Ultimately, expanding efforts to integrate civics into education is about enhancing students’ ability to voice their opinions across ideological divides, providing them with shared frameworks and foundations to understand reality and engage meaningfully in their communities and the broader world. This need to reintegrate civics into US public education has similarly been voiced by students who have felt the discouraging impact of declining civic education on their generation.
Rec 2. Create A Unified Vision And Direction For The Future Of Public Education
Those opposing public education and equity have a clear vision for their efforts, while pro-public education efforts in the US currently lack a cohesive vision. Therefore, there is an urgent need for a “North Star” or fixed direction for public education. Current efforts to improve the system are disjointed without guidance. Creating this vision is not a simple task, as it needs to balance bipartisan ideas, drive education forward, and overcome barriers disparate efforts encounter. As such, creating a vision for the future of education must bring a range of funders, experts, and other stakeholders to the drafting table—working, as we do in a democracy, to create consensus. A clear and unified vision, emerging through this collaborative process and supported by an applicable theory of change, can drive meaningful change. Without such a vision, efforts to improve public education equitably will remain fractured and unable to effectively counter the prevailing movement to undermine it.

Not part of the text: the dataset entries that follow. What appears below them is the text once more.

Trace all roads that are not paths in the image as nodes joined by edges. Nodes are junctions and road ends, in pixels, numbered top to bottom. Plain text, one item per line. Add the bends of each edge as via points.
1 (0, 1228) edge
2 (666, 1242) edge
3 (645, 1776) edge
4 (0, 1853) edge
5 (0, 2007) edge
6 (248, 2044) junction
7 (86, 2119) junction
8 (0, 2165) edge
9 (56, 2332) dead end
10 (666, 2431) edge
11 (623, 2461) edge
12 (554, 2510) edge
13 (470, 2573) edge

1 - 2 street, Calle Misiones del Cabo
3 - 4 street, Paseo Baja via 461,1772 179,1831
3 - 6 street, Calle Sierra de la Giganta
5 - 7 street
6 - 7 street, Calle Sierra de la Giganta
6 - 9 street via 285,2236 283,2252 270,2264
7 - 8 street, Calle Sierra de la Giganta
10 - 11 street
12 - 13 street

Rec 3. Look To Where Government Funding Is Waning To Bolster Approval
When government support wanes for important facets of democracy, such as equity, other systems of support need to turn their attention to these causes. Philanthropy and the private sector have the opportunity to demonstrate pro-democratic allyship, pinpointing areas of critical importance—for example, the aforementioned civics education expansion and the development of a unified vision for education—investing critical monetary support and other resources. While it is impossible to ask philanthropic and private entities to fully meet governmental investment gaps, in education they can align their efforts with the work already being done by educators, non-profits, advocacy groups, and others across locales. By doing so, they can bolster preexisting efforts and impact while further empowering communities to drive change from the ground up.
As acknowledged by Timothy Snyder, a Professor of History at Yale University and a permanent fellow at the Institute for Human Sciences in Vienna, breakdowns in fact-based dialogue are often linked to the historical collapse of democratic societies into authoritarian rule. Without a shared factual foundation for discussion, there is no common ground, and democracy becomes a fruitless endeavor. Attacks on equity, particularly those that try to erode our understanding of history and social systems, enable this dissent. This is particularly salient to attacks on equity within the education system, which is deeply embedded in larger economic, political, and social structures, and directly influences future generations.
While these anti-equity executive orders still face legal challenges and their future remains uncertain, these actions sew fear throughout the education community and beyond. To overcome this fear, it is essential to work towards meaningful action that uplifts democratic ideals and preserves institutions such as public education. We still live in a democracy, and we all must work together to protect it.